Long Term Clinical Evaluation of SLS Transtibial Sockets

• Durability during household and community mobility. [ Time Frame: Up to 12 months ] [ Designated as safety issue: No ]
  Subjects were followed for up to 12 months in 3 months intervals for examination of the physical condition of socket and for subject gait assessment with socket
  
  

• User perceptions of comfort, fit, and function. [ Time Frame: Up to 12 months ] [ Designated as safety issue: No ]
  Subjects were followed up at 3 month intervals and assessed for comfort fit and function
  
  

Successful rehabilitation for the majority of lower extremity amputees includes prosthetic limb fitting and training. Critical to the success of prosthetic fitting is a comfortable, well fitting socket.
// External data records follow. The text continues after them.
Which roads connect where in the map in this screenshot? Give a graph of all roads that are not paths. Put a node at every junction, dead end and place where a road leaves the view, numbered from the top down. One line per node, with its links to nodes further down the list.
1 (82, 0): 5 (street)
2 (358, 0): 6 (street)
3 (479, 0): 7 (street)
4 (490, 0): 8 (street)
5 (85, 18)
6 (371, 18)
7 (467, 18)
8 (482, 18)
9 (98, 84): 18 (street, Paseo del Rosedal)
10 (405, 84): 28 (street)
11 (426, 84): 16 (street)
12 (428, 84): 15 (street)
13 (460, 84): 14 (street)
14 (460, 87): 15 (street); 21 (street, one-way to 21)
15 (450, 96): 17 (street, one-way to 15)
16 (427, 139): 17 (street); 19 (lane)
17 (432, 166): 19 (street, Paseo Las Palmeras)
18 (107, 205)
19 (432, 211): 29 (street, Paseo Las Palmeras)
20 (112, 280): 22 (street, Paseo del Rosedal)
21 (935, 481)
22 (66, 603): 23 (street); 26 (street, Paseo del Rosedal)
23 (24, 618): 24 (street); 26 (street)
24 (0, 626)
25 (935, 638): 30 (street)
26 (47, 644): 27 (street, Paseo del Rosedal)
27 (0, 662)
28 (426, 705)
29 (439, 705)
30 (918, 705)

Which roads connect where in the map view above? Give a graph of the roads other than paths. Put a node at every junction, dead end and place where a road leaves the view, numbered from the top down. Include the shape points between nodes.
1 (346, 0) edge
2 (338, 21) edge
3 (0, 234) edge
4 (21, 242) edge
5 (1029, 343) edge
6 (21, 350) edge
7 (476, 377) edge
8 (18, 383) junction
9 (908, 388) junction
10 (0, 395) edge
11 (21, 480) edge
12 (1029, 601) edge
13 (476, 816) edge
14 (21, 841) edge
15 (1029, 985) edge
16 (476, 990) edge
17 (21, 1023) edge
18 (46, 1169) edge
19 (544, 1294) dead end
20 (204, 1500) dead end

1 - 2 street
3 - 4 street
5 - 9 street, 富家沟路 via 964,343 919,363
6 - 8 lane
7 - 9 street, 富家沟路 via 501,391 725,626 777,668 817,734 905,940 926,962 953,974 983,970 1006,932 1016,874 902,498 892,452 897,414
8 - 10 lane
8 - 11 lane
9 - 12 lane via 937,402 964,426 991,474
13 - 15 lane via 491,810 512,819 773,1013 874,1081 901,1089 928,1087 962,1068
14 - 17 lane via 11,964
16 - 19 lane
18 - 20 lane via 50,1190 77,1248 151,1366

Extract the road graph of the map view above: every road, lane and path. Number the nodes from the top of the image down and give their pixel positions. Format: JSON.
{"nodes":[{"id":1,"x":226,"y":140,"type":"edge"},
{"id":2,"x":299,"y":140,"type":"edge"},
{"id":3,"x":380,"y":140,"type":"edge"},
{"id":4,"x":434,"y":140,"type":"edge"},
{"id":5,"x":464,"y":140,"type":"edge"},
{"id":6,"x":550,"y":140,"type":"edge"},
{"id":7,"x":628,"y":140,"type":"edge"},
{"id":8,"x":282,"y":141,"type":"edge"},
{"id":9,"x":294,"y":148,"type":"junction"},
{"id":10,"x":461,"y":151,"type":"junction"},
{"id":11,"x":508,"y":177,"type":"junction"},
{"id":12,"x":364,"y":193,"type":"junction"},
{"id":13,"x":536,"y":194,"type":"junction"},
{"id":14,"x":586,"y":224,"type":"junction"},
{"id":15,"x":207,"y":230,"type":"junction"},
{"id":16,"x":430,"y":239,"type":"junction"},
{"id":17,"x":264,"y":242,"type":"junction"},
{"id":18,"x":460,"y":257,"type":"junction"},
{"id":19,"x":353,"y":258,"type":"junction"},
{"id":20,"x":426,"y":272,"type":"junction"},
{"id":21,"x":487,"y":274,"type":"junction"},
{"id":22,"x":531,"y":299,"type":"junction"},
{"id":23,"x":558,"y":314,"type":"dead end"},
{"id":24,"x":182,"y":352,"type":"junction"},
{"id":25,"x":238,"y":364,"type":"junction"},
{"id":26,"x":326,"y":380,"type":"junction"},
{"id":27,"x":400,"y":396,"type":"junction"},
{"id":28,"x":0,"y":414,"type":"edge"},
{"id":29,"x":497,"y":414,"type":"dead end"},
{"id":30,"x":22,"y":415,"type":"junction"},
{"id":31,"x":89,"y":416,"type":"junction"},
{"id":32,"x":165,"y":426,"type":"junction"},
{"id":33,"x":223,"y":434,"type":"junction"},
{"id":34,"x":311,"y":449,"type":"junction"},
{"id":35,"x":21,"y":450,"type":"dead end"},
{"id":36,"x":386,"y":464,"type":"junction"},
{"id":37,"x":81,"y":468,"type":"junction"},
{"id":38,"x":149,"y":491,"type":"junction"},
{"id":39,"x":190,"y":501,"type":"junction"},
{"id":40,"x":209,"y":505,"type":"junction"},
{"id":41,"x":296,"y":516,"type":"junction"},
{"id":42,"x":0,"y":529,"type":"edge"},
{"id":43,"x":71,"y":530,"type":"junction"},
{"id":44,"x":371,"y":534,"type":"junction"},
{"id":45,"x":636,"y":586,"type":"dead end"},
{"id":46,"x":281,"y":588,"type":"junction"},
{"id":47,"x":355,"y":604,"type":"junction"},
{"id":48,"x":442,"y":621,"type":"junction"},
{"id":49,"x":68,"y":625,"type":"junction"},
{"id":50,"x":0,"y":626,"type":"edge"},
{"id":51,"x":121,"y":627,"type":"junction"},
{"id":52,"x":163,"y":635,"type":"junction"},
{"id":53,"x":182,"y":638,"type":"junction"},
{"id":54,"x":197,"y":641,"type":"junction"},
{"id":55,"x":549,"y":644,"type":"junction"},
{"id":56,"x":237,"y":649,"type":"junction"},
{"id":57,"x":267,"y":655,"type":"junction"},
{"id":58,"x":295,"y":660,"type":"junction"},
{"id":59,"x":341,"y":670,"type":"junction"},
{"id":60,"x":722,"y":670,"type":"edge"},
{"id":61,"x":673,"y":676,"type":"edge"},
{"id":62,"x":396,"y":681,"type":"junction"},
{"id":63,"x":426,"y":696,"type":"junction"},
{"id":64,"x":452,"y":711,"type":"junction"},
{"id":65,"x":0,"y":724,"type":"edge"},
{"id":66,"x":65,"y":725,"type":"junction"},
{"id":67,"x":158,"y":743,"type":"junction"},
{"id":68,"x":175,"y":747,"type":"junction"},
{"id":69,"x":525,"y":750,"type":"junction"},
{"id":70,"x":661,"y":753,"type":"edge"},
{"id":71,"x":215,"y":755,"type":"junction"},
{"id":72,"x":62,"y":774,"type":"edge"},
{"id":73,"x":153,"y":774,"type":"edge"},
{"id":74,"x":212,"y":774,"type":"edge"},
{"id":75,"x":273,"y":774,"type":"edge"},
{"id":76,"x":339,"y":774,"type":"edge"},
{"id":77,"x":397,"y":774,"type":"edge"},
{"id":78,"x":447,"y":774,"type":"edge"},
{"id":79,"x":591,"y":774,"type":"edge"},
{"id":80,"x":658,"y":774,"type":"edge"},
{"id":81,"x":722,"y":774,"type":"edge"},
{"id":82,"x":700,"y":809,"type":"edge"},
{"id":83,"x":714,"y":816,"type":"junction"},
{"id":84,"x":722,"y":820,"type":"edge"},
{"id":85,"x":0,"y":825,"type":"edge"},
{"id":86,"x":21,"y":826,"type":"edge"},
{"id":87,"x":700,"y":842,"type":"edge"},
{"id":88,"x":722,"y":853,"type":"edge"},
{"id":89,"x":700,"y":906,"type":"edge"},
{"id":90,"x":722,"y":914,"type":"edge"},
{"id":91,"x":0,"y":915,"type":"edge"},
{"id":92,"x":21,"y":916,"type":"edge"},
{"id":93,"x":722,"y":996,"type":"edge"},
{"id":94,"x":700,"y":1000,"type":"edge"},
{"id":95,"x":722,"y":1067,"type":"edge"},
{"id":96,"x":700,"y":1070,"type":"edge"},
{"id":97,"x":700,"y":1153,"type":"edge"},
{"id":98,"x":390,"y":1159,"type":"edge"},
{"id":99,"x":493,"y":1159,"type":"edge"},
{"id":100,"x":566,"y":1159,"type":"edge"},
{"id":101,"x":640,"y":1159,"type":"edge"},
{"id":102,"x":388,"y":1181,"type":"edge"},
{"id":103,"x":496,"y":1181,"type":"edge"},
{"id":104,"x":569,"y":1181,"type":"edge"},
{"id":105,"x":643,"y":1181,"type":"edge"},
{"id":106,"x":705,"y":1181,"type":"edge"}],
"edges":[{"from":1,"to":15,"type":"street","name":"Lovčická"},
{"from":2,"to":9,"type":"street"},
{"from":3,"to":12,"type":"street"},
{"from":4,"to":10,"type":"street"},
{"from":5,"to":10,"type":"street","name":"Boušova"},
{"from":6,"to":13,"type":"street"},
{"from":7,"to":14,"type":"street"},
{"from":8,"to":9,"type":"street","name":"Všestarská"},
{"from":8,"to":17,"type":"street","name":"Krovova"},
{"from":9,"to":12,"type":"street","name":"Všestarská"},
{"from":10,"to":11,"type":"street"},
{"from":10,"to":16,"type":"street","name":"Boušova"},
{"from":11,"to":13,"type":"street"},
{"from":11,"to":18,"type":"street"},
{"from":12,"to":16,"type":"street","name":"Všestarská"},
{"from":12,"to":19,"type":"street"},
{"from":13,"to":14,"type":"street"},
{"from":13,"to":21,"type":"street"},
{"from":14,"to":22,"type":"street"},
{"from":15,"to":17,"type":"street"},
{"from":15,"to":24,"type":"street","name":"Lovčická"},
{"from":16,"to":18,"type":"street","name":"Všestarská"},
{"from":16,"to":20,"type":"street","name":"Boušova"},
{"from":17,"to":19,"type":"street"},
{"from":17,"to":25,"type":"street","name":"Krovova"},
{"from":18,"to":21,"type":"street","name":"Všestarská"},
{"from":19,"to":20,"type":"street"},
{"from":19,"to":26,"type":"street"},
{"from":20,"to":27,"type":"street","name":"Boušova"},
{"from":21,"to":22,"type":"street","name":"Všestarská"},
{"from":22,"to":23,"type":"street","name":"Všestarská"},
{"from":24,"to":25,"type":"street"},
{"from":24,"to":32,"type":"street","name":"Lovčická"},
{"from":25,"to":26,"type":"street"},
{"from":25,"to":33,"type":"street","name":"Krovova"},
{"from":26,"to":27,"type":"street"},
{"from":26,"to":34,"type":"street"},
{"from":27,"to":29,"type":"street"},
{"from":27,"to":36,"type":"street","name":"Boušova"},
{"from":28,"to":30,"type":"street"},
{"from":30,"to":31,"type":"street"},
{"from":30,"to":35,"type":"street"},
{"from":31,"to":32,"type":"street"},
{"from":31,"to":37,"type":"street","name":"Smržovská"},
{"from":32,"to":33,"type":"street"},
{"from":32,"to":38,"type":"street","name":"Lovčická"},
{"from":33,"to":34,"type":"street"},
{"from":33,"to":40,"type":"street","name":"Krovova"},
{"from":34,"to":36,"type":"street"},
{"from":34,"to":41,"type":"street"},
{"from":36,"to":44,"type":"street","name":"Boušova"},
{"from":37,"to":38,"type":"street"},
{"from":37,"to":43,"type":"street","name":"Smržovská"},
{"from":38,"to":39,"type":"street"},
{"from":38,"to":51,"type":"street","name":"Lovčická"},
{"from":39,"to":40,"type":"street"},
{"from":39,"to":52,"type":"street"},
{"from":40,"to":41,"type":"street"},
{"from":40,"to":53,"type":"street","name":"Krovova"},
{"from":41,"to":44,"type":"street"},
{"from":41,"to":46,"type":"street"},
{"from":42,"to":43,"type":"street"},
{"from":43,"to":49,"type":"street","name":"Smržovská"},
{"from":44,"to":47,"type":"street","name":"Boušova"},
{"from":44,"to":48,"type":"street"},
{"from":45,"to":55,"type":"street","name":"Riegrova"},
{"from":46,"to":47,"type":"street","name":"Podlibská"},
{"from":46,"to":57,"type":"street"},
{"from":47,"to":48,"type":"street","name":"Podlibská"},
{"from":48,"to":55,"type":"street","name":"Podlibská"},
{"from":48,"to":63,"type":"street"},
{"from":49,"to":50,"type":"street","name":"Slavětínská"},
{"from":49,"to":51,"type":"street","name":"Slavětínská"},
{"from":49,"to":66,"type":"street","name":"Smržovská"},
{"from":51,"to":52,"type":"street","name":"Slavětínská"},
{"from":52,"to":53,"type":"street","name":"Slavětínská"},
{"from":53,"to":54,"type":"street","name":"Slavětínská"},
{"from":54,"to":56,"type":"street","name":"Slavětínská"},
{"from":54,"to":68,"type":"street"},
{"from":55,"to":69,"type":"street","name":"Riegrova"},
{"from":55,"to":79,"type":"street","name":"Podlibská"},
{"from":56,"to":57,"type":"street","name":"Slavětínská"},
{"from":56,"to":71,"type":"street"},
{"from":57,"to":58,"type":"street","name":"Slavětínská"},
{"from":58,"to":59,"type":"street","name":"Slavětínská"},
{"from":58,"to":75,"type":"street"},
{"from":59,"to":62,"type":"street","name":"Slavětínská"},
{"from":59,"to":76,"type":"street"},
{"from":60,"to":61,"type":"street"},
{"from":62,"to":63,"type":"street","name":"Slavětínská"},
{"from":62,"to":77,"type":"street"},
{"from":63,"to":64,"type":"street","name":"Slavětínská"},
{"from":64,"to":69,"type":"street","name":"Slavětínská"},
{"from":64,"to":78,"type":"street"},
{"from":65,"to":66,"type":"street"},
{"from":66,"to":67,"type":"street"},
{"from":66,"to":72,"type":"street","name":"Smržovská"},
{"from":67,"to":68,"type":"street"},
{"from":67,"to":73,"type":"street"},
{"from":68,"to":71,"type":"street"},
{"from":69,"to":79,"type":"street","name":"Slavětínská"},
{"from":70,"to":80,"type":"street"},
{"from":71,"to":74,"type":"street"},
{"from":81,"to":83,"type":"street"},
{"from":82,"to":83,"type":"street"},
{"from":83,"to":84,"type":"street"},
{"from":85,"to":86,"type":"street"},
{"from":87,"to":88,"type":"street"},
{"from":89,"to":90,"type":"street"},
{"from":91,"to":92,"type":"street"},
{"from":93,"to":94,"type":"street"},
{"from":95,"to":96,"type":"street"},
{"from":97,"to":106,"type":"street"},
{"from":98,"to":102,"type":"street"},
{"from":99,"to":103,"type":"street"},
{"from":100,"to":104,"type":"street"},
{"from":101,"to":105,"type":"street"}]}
Accomplishing this remains a clinical challenge with residual limb pain and socket discomfort affecting 20-55% of lower limb amputees. Achieving an acceptable socket fit using conventional prosthetic techniques requires individual custom molding and fabrication in a labor intensive, costly process. Alternative methods of fabricating prosthetic sockets that can improve efficiency in prosthetic provision, enhance comfort and fit, or reduce cost are needed to ensure the continued optimal rehabilitation of the amputee. This project will continue the development of a new promising method of socket fabrication using solid freeform fabrication (SFF) based on selective laser sintering (SLS) technology. SFF allows the direct manufacture of a prosthetic socket without the intermediate molds and laminating process required with conventional techniques.

The overall long-term goal of this project is the development of a clinically practical system for rapid prosthetic limb provision that integrates computer-aided design with solid freeform fabrication techniques. This proposal builds on our previous successful demonstration of the feasibility of SFF socket fabrication and will address several key issues that underlie its clinical viability. The specific objectives of the proposed work are:

1. To develop improved designs for SFF transtibial prosthetic sockets that allow the use of industry standard pylon mounts and incorporate variable compliance elements.
2. Determine the clinical effectiveness of variable wall compliance elements in enhancing the comfort and fit of transtibial prosthetic sockets.
3. Determine the durability and functionality of SFF sockets during extended clinical use.

These objectives will be met over a three-year period. The initial phase of the proposed work will use an iterative engineering design - modeling - evaluation process to develop variable compliance elements and an industry standard pylon mount adapter. During the second phase of the proposed work, clinical evaluations of SFF prosthetic sockets will be studied. The effectiveness of variable compliant elements in enhancing comfort and fit will be determined using a within subject case comparison study of SFF sockets with conventional laminated sockets. Durability of SFF sockets that incorporate an industry standard pylon mounting system will be determined during a 12-month clinical field trial.